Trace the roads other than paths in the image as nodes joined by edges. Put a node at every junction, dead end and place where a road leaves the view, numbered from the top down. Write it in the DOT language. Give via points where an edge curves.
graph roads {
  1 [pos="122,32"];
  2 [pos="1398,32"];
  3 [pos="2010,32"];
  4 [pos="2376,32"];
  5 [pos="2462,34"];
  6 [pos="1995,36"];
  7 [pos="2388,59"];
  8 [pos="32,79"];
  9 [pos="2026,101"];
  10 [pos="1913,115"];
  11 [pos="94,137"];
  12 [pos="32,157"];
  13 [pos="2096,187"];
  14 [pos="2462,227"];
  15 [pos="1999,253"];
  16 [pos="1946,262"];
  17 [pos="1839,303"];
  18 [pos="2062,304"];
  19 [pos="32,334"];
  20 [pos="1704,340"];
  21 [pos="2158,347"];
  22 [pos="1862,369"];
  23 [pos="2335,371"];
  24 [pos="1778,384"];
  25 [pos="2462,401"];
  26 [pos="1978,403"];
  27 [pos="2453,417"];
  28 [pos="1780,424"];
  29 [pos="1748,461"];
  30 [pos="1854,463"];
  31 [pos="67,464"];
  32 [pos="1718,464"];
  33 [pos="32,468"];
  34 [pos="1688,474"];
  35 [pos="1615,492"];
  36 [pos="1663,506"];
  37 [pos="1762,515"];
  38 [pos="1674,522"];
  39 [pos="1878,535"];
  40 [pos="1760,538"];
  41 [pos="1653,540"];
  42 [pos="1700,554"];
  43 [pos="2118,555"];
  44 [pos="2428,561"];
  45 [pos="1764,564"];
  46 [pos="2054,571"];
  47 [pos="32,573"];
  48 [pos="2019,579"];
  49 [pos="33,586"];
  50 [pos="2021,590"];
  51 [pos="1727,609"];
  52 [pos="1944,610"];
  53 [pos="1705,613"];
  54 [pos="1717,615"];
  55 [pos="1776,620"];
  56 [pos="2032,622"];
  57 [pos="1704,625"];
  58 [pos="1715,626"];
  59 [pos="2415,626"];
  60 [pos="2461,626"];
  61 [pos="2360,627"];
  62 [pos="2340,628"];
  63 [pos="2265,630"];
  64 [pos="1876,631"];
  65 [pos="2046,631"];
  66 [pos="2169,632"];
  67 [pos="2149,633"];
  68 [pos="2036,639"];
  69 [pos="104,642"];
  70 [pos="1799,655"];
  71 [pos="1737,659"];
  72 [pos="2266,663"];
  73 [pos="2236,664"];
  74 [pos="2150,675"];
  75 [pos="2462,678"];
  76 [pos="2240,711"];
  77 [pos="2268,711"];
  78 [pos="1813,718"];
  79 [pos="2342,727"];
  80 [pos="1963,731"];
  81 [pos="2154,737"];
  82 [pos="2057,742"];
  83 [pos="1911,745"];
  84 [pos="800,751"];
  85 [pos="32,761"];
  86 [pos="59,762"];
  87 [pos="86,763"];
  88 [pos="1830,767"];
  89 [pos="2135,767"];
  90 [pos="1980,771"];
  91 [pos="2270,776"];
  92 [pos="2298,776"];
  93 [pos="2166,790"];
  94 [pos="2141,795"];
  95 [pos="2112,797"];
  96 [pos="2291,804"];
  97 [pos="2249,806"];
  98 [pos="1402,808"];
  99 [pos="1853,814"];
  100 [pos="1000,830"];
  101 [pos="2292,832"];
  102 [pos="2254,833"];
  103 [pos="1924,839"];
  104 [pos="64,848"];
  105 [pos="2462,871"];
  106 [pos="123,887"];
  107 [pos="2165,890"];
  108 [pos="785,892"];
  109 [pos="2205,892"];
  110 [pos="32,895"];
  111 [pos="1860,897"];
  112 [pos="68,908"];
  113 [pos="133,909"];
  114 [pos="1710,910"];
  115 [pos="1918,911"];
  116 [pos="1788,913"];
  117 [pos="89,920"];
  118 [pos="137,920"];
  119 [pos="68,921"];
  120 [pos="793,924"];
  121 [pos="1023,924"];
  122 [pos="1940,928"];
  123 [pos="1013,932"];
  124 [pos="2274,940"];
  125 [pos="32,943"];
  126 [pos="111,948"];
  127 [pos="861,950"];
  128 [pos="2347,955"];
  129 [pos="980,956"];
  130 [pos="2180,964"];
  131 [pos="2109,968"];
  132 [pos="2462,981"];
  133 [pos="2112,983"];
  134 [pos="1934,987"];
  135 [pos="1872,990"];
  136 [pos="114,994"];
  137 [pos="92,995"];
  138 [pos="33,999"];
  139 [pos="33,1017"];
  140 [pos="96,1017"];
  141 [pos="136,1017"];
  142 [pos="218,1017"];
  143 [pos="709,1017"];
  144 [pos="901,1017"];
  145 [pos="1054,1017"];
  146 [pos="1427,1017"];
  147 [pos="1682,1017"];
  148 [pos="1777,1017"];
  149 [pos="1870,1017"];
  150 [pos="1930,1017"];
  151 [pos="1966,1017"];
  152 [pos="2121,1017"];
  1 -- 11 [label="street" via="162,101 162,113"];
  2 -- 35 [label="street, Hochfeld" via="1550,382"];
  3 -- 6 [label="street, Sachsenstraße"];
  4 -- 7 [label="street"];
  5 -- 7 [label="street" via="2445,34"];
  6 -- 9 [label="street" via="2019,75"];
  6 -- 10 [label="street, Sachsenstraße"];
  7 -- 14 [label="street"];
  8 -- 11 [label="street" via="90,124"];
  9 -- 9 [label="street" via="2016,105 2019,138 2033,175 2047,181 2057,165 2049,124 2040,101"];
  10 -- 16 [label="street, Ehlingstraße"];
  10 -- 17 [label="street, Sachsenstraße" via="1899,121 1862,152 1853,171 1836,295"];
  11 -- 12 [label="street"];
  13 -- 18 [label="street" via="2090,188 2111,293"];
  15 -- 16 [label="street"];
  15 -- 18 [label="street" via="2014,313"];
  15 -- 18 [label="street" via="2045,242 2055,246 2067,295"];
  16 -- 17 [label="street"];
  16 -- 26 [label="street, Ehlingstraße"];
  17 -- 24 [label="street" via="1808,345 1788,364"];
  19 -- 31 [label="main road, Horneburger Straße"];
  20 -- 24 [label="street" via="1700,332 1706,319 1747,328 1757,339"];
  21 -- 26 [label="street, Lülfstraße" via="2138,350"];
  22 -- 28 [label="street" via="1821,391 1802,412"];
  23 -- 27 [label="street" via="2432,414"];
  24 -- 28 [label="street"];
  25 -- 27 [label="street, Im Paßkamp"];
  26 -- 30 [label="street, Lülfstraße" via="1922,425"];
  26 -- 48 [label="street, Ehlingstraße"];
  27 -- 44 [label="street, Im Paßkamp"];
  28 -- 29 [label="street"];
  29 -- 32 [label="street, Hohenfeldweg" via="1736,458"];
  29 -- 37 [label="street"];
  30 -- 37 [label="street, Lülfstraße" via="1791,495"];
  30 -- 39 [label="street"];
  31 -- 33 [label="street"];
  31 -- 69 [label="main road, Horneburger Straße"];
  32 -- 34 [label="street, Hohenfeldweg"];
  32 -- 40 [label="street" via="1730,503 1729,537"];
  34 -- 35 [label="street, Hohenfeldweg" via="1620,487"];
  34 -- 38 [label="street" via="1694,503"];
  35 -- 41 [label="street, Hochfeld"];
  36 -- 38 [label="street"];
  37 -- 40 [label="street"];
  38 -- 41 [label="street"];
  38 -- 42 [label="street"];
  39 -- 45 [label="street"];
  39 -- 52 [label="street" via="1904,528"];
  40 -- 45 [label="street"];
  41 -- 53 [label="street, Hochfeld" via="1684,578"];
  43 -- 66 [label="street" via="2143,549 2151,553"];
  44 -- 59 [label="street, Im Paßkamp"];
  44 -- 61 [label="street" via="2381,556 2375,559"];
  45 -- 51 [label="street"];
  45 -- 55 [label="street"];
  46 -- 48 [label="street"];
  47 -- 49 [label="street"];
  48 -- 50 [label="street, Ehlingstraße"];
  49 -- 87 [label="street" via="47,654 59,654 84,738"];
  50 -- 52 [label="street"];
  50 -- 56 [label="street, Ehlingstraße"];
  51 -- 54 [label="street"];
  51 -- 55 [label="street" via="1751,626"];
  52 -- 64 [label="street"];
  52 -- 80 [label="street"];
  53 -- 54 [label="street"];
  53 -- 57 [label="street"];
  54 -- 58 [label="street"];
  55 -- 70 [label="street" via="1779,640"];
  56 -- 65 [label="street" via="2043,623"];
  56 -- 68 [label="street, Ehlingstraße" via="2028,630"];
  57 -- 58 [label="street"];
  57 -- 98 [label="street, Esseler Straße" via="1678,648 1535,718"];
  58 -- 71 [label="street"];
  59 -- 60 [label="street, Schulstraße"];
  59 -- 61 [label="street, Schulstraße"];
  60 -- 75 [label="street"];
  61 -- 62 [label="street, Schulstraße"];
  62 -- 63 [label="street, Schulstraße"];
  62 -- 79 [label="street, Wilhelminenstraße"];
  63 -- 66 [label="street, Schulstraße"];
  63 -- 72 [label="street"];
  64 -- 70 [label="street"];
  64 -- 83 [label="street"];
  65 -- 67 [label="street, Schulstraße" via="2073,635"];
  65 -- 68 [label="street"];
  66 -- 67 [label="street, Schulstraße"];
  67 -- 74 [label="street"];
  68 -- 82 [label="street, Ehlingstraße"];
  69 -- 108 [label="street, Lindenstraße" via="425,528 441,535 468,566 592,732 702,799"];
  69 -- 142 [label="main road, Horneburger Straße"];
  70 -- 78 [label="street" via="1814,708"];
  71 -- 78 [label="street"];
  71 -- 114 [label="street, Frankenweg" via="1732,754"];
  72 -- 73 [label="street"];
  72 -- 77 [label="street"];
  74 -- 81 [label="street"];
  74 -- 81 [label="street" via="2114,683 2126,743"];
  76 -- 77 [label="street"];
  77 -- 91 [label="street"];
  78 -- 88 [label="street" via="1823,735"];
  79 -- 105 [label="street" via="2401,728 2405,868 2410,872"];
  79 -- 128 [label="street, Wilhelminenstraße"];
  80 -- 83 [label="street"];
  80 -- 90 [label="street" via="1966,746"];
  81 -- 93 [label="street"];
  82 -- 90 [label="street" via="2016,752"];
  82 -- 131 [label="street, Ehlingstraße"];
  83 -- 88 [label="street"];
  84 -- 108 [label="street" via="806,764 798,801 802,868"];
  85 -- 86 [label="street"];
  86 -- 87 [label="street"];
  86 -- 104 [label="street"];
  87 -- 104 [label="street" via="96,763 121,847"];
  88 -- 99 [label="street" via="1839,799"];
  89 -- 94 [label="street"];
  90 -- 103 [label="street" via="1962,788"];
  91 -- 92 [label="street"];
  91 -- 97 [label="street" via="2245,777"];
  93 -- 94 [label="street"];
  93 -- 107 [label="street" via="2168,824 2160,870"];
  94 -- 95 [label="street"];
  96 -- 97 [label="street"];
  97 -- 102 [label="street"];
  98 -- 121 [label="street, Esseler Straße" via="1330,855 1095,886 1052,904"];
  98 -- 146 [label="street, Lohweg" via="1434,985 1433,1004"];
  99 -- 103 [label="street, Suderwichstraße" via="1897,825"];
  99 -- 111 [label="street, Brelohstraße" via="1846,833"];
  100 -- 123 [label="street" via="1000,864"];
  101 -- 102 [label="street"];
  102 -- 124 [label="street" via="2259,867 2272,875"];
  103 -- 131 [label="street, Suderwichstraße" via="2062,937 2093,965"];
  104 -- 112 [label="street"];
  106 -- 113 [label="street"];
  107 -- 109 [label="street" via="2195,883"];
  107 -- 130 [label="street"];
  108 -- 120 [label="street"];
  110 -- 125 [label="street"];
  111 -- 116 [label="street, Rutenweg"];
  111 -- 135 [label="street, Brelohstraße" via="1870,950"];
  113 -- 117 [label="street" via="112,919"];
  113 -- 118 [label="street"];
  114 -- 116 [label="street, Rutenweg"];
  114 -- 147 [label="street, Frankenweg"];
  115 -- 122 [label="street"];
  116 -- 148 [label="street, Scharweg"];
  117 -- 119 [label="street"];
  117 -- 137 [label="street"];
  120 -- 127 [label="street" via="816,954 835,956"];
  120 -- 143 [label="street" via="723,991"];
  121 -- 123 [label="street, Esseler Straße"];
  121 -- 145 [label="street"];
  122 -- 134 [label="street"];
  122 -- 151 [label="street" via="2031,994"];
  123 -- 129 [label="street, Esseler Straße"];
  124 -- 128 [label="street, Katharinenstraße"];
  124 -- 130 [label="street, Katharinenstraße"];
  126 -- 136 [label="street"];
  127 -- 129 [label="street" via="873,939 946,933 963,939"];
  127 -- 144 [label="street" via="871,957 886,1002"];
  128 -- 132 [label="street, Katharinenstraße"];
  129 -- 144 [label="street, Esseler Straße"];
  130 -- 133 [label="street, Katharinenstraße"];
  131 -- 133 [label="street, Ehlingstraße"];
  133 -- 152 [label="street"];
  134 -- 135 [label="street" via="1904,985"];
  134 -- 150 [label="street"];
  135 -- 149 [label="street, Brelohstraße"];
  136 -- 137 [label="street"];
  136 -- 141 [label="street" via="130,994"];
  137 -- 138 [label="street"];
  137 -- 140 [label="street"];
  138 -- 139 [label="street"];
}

+ + +

INSTRUCTIONS FOR THE TASK ▸ Read through the data and copy every line where "roads" shows up.

ANSWER TO THIS EXERCISE ▸
Trace the roads other than paths in the image as nodes joined by edges. Put a node at every junction, dead end and place where a road leaves the view, numbered from the top down. Write it in the DOT language. Give via points where an edge curves.
graph roads {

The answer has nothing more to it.